Siemens remains a national leader in technology-infused teaching, and he agreed to join LeBlanc at SNHU to take a “clean-sheet approach” to AI—redesigning higher education without any restraints because of current norms.

Both offer standard caveats about having no ability to predict where the pursuit will take them.

“We’re early in the work,” LeBlanc said. “And anyone who pretends to have clarity about what that is, I would distrust, including myself.”

Siemens said he also could not be sure of the basic direction, including whether AI will cement higher education’s drift into an increasingly job-centric and mercenary mind-set or create unimagined new freedom for faculty and students to ignore tedious distractions and prioritize human and societal development.

“But I do know that trying to answer it is a hell of a lot better than absorbing the answer that big tech offers me,” he said, noting that across U.S. higher education, “There hasn’t been a significant leadership response that meets the needs of the moment.”

LeBlanc’s experience with SNHU can be taken as foreshadowing either direction. On the one hand, he built a student-first ethos while much of online higher education became known for for-profit exploitation. He talked of a governing board that readily agreed to shift millions of dollars during the pandemic to boost SNHU’s already high adviser-to-student ratio when it became clear that completion rates were dropping, and spent another $1 million helping family members of its Afghan students escape the Taliban takeover. He points with pride to keeping SNHU’s undergraduate tuition fees below $10,000 and to student satisfaction rates of 95 percent.

At the same time, SNHU is designed to help large numbers of students get the essential training they need, at the lowest possible cost, to land them a foothold in a workforce marked by rising income inequality. Its most popular major, by far, is business administration and management.

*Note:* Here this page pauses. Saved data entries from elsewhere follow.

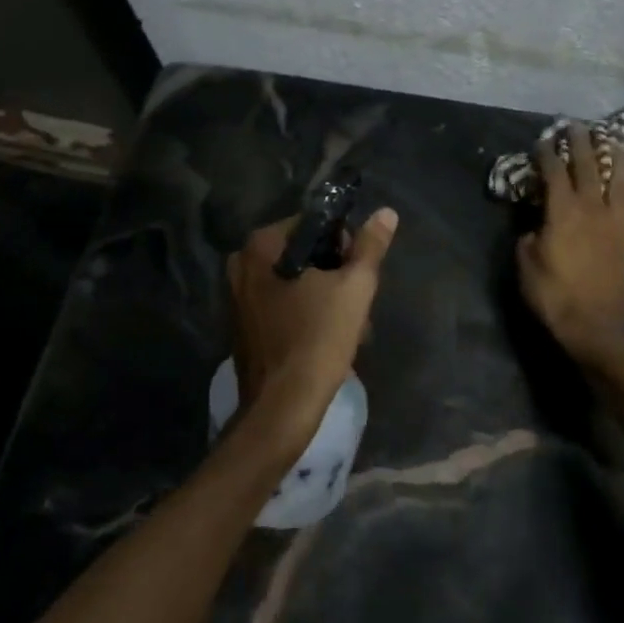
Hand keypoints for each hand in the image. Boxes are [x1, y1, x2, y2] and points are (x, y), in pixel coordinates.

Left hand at [226, 208, 398, 449]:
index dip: (343, 243)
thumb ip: (370, 247)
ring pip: (294, 281)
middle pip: (303, 254)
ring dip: (324, 296)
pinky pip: (281, 305)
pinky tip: (326, 339)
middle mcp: (241, 264)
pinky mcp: (243, 326)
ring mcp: (237, 297)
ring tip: (349, 326)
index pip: (312, 224)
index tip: (358, 273)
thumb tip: (386, 212)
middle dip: (334, 274)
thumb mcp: (354, 288)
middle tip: (356, 303)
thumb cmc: (317, 339)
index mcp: (260, 246)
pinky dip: (304, 314)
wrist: (281, 410)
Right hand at [516, 122, 623, 371]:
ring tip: (612, 138)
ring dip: (613, 156)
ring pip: (617, 179)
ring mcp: (613, 222)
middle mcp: (591, 209)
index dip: (548, 154)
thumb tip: (537, 225)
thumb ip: (530, 237)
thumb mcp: (526, 264)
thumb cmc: (554, 295)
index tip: (543, 139)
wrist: (596, 326)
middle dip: (581, 144)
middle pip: (587, 168)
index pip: (554, 173)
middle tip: (576, 125)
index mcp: (562, 213)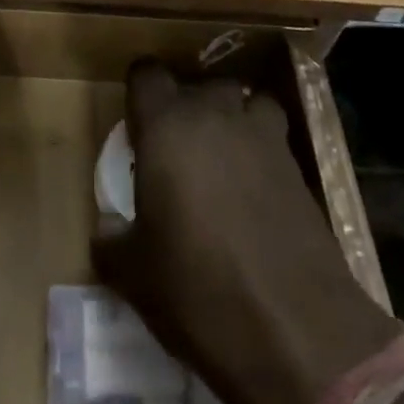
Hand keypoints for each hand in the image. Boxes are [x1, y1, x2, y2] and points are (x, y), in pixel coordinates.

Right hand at [94, 62, 402, 403]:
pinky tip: (258, 192)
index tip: (138, 127)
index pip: (146, 73)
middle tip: (179, 154)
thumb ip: (111, 241)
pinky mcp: (297, 164)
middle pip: (198, 85)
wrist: (295, 330)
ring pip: (244, 101)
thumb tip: (106, 230)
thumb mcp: (134, 275)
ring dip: (232, 120)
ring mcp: (261, 134)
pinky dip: (264, 150)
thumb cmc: (198, 290)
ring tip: (224, 162)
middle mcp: (213, 113)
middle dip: (188, 109)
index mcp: (165, 125)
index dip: (140, 94)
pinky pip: (273, 136)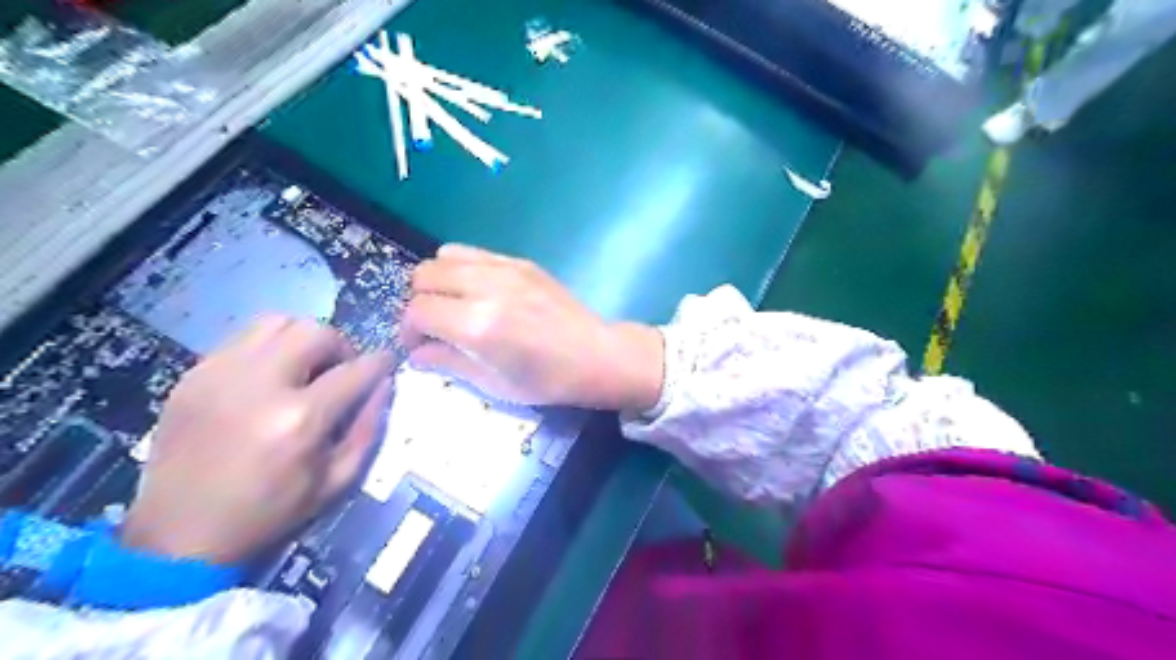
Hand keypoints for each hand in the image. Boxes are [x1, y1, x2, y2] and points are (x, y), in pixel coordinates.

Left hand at [121, 317, 390, 564]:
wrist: (177, 538)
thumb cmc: (269, 514)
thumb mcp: (337, 481)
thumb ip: (368, 428)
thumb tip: (383, 385)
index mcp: (299, 419)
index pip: (356, 370)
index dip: (379, 363)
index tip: (386, 363)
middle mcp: (259, 385)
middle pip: (315, 332)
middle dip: (341, 346)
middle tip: (340, 371)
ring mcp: (218, 375)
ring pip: (277, 323)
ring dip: (302, 339)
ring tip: (304, 368)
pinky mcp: (192, 377)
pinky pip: (242, 339)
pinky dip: (267, 349)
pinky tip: (268, 379)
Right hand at [402, 244, 658, 408]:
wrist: (596, 354)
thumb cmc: (548, 380)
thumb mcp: (494, 384)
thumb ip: (449, 363)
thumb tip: (415, 354)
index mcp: (478, 324)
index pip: (417, 311)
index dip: (408, 330)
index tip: (417, 345)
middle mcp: (486, 287)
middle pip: (423, 275)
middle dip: (418, 301)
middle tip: (433, 324)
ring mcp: (505, 268)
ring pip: (444, 255)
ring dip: (438, 280)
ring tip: (453, 304)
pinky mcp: (521, 261)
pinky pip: (473, 252)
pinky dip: (462, 268)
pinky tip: (478, 291)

As for practical applications of AI, SNHU is already finding some. A chief area, LeBlanc said, was curriculum design. Creating a new course previously took many weeks, and the use of AI has cut that time by more than a quarter.

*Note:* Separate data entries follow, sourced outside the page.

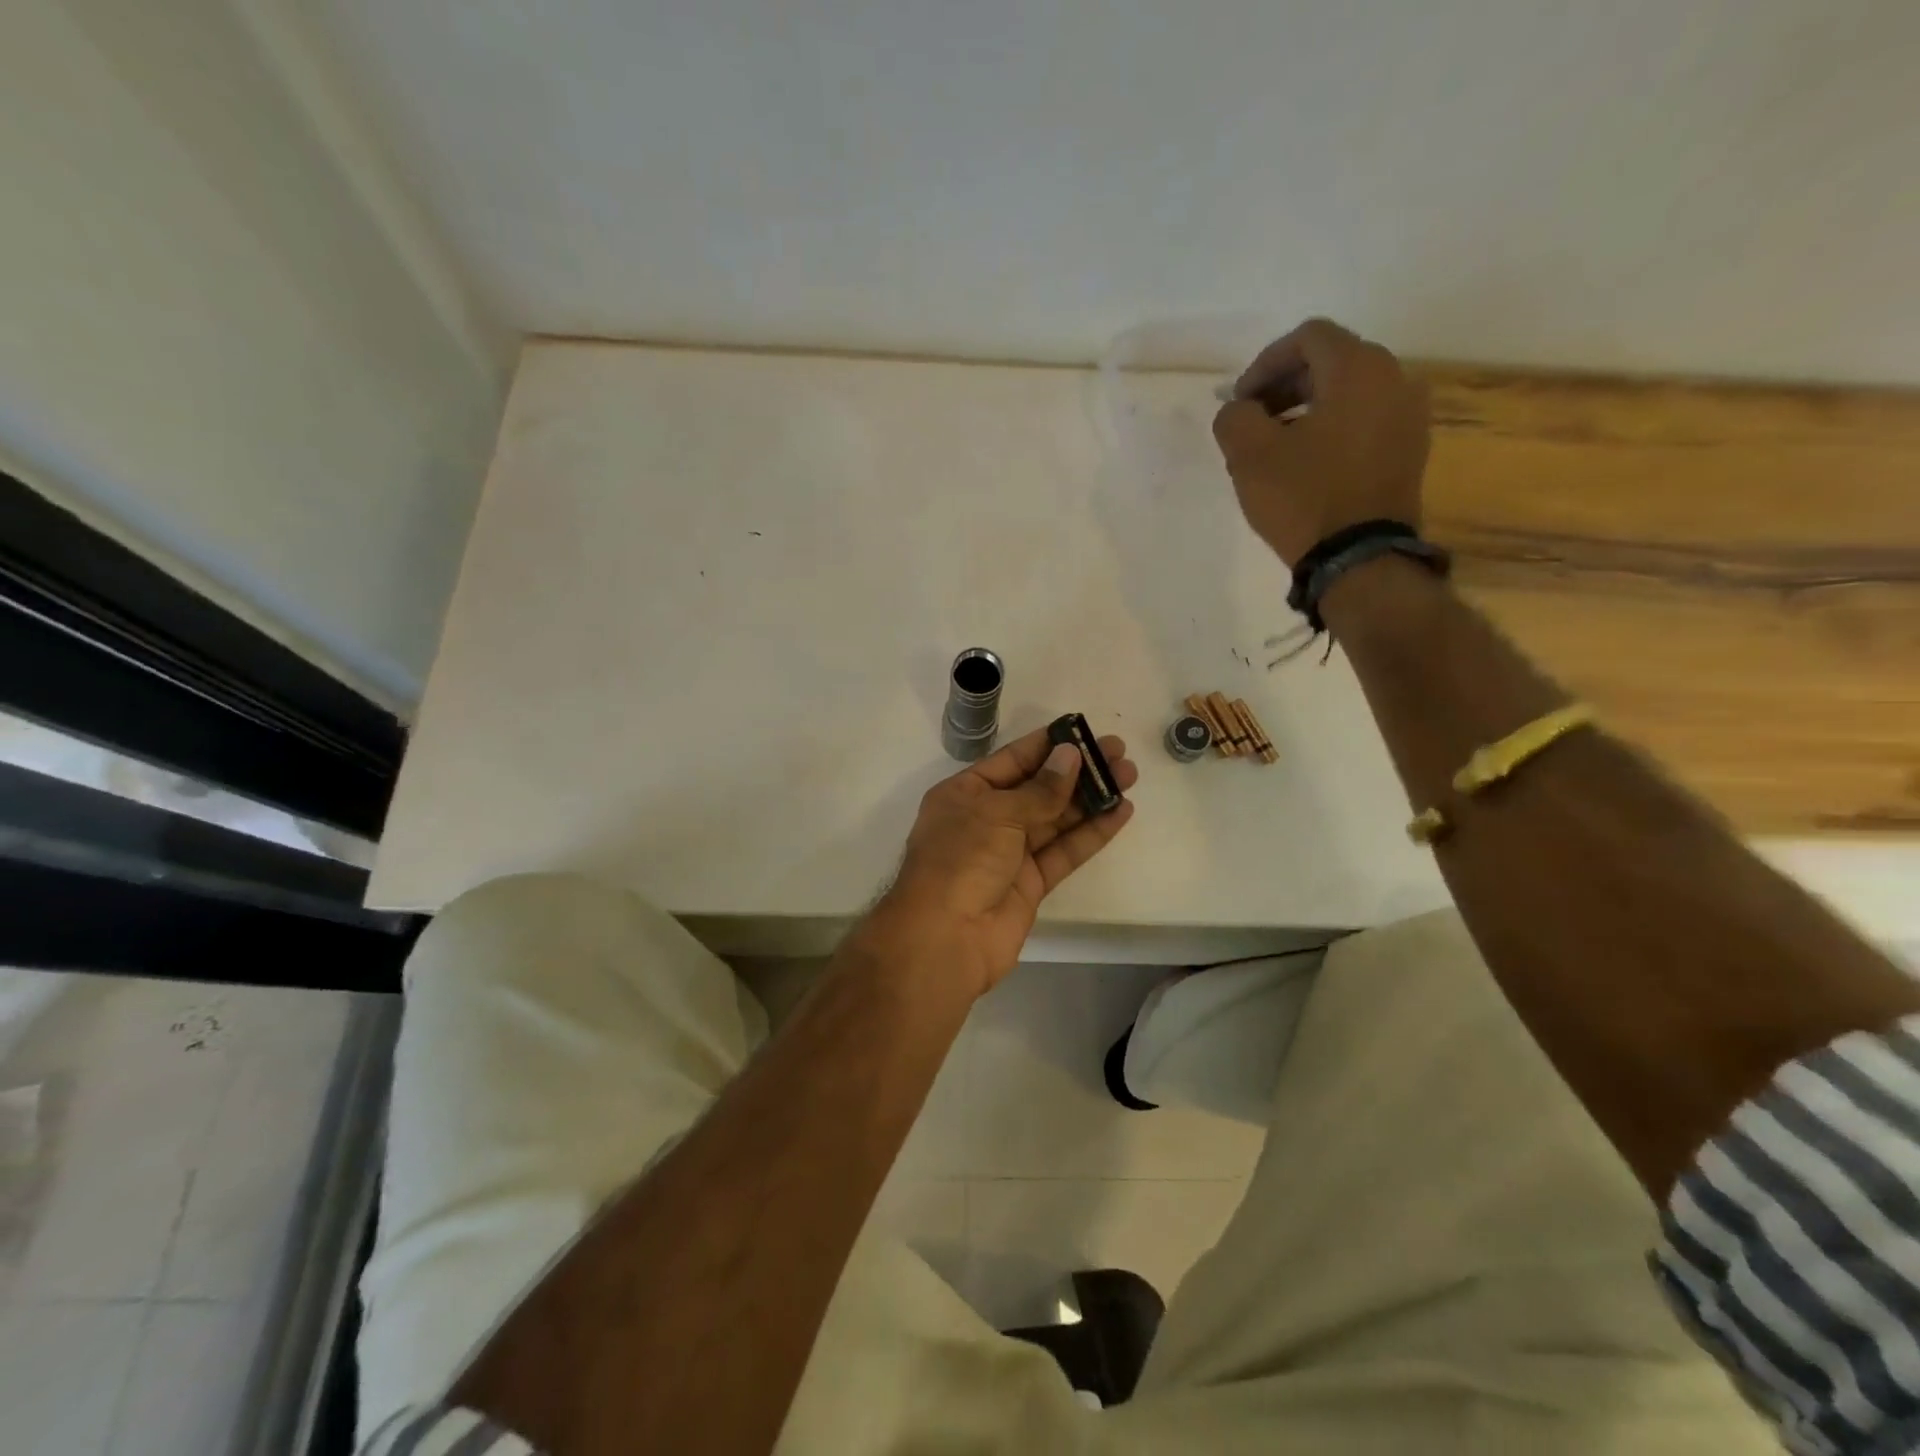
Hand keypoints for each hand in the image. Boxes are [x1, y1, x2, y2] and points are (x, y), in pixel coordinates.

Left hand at [859, 726, 1137, 999]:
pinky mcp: (1030, 884)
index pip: (1012, 760)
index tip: (1083, 731)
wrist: (945, 938)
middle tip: (1118, 753)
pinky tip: (1120, 814)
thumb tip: (1070, 756)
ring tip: (1128, 776)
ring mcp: (1009, 853)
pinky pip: (1064, 852)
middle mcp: (986, 819)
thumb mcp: (997, 813)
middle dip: (1077, 771)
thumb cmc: (960, 860)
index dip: (1048, 746)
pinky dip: (1091, 834)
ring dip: (1090, 799)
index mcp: (965, 793)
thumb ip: (1040, 789)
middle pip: (1038, 788)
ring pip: (1055, 819)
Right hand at [1211, 318, 1430, 565]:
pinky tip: (1307, 464)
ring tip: (1275, 447)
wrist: (1359, 558)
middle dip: (1285, 386)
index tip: (1239, 401)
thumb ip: (1235, 417)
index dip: (1265, 364)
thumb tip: (1239, 410)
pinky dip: (1332, 429)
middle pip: (1332, 362)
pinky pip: (1365, 422)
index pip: (1308, 337)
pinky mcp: (1409, 451)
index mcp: (1358, 368)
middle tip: (1253, 422)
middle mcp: (1395, 379)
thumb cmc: (1303, 497)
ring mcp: (1409, 416)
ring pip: (1349, 394)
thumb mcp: (1249, 455)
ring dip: (1307, 409)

And while many across U.S. higher education fear that AI-generated text has destroyed the reliability of higher education’s traditional, fundamental assessment tool—student essays—LeBlanc is pushing SNHU faculty to seize the opportunity. Rather than joining other institutions in trying to detect ChatGPT’s use and ban it, he actively encourages lecturers and students to use such tools in their writing classes. But, he said, the students are asked to show the prompts they gave ChatGPT to generate their essay, then show how they improved it and how they determined what information in it was accurate.

“Prohibiting a tool, that will actually be the tool they’re expected to use, seems nonsensical to me,” he said.

Ideally, if AI takes over jobs that are routine and repetitive, LeBlanc said, that could add value in education and in the job market to professions that are most human-centered, such as teachers, social workers, counselors and coaches. “We’ve never needed it more,” he said.